Defining your financial freedom is about making choices. And defining what your priority is for your lifestyle. Is it about experiences or material comforts? Do you want to leave enough money for your kids so they do not have to work, or do you just want to stop at giving them the best education possible?

Weigh these choices against how much you are willing to tie yourself to the pole of a job. If you feel you are really suffering today with the amount of work you are having to put in to build enough money for a secure tomorrow, maybe you can rethink on letting go of some of the peripherals which might make the burden of working today easier. Like when you are climbing a mountain. Sure you want to reach the summit with a camera, and a chair, maybe to sit and enjoy the view, but if the weight of those is making the climb unbearable, it is not worth it. Time to keep them aside.

Once you have made that choice, you need to put a number to that choice to define the corpus. And then start on your financial journey. Looking for a job that pays, investment strategies that grow your money, and most importantly investing in yourself so that you are always agile enough to readjust and recalibrate if required.

You take the plunge and leave your job and ‘retire’. You don’t like it? You can come back. You realise you need more money than you had factored in, or maybe the new hobby costs more than anticipated, you can come back, work for a bit to earn that extra bit, and go back to pursuing your dreams.

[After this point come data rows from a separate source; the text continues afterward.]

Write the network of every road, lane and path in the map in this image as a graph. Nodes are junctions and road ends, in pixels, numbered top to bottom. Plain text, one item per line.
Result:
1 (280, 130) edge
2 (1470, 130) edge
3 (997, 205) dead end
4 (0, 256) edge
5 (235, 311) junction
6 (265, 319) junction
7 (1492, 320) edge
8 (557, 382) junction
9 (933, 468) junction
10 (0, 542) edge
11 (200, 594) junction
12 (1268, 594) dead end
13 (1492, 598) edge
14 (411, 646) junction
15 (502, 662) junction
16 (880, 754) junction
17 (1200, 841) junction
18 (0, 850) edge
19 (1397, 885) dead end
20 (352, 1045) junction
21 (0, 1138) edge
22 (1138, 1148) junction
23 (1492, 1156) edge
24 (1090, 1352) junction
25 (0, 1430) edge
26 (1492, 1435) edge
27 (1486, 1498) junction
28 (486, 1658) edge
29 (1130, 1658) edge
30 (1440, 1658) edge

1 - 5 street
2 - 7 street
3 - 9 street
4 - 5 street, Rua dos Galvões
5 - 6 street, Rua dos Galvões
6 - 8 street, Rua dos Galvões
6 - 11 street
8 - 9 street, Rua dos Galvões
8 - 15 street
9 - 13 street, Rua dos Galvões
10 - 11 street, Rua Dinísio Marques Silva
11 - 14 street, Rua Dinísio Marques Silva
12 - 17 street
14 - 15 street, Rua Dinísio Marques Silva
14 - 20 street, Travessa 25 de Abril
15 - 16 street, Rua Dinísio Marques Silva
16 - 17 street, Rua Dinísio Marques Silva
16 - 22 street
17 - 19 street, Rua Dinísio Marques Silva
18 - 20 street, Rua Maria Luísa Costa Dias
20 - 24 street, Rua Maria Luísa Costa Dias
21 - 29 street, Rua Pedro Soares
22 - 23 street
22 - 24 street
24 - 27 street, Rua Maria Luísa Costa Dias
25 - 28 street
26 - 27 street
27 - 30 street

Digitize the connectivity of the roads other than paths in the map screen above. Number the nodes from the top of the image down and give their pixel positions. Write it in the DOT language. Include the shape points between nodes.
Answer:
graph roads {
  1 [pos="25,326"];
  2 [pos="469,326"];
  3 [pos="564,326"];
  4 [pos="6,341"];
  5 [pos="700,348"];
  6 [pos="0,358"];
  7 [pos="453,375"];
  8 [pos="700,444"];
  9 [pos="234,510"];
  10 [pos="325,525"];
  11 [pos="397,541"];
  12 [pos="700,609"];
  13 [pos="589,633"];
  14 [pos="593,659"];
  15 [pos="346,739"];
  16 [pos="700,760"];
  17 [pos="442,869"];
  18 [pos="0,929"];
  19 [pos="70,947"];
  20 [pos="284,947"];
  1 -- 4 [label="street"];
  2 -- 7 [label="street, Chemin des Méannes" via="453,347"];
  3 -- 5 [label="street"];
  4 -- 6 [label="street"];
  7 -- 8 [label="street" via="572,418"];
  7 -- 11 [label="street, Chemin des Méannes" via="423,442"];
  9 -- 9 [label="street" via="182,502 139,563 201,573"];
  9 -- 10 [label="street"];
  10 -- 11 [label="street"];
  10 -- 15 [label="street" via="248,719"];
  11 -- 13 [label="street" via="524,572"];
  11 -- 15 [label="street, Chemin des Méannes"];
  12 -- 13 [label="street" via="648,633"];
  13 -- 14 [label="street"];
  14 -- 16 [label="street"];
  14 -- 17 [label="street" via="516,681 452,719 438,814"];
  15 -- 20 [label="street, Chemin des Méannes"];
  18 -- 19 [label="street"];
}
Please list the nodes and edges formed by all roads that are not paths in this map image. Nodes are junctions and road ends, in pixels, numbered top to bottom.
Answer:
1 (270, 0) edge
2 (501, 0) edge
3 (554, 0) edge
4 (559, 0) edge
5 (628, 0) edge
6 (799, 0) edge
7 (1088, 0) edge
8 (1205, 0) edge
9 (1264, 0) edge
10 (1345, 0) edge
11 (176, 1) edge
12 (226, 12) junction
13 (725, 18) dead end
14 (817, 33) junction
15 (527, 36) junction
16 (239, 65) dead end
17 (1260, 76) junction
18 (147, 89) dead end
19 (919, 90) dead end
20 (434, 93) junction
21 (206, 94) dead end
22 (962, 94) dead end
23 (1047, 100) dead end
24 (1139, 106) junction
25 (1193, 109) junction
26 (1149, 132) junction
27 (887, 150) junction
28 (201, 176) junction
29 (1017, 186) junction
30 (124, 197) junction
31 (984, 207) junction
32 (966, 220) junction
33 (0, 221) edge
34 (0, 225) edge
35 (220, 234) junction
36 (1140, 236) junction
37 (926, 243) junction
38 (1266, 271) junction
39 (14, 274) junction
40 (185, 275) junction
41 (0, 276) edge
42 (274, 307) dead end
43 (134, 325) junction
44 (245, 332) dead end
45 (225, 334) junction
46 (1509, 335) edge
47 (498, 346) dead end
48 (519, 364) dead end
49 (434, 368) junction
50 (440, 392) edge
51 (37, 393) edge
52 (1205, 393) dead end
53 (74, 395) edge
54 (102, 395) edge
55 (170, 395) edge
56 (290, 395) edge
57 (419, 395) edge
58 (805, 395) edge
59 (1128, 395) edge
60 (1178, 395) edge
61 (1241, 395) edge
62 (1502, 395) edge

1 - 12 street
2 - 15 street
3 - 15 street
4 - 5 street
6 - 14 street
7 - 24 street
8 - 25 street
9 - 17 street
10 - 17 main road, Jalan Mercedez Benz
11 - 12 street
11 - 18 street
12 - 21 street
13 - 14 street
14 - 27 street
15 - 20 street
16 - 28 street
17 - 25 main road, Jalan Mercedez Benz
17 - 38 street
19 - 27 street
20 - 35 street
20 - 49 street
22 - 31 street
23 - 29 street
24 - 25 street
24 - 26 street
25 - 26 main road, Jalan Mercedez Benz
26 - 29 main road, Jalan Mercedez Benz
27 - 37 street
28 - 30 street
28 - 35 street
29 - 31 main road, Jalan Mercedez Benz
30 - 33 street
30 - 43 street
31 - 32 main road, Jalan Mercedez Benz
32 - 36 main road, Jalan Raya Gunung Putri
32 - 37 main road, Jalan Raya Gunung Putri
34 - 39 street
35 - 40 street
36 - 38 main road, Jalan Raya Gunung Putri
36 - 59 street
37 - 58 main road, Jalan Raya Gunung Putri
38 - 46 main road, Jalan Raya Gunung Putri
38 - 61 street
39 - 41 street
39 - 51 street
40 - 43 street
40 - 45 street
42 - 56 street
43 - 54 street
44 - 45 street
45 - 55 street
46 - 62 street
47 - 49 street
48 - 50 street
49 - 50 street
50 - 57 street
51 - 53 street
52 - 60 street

In fact, a term I heard recently was portfolio career, which is about assembling a number of income streams together to get you where you need to go without the constraints and challenges of a full time job. As an example, an ex-colleague who’s a trainer and certified career coach puts in a few hours with a company but also coaches clients and advises startups on the side, giving him variety, reducing risk of income loss, and also allowing him more time than when he had a full-on corporate job.

You can also be creative about it. Maybe you can consider moving into a smaller house. There is a big tiny house movement going on, where you reduce your footprint, become debt free.

Do you want to settle down on a farm in your retirement? Maybe you can look at buying a farm right now and converting a portion of it into B&B which will give you enough income for usual expenses while affording you your dream today.

Do you want to travel the world? There are a lot of ways where you can earn your stay, by working for your host in exchange for lodgings.

You may not have a 65 inch screen, or a 10-bedroom house, but you will have the luxury of time right now. So rethink and refocus your concept of retirement. Cut out the peripherals, and focus on the absolute must-haves. Think about creative ways to achieve those must-haves in a more affordable way.

Yes, this is also another way to achieve the purpose – semi-retirement essentially. Reduce your costs, find a way to work as much as you need to meet those expenses – maybe through consulting work – and spend the rest of your time doing things you want.

My father has this saying that I love. When he had teeth, he had no nuts to chew. Now that he has nuts, he has no teeth. In essence, he spent his entire life-saving bit by bit to have a good corpus in his old age. But now that he has the corpus, he has no ability to spend it as age has caught up.

Don’t do that to yourself. Don’t have a tunnel vision for that corpus to the exclusion of everything else. Look around. There are financial tools that can act as a rope to make the climb easier and ask yourself. Do you really want to get to the summit or is the hike more enjoyable to the smaller peak?

Yep exactly. Only you can decide how high is the mountain you want to climb and whether the trek is going to be worth it. But whatever you decide, know that it comes with choices so be clear-eyed about what it will take and make the choices early while they are still choices and not golden handcuffs.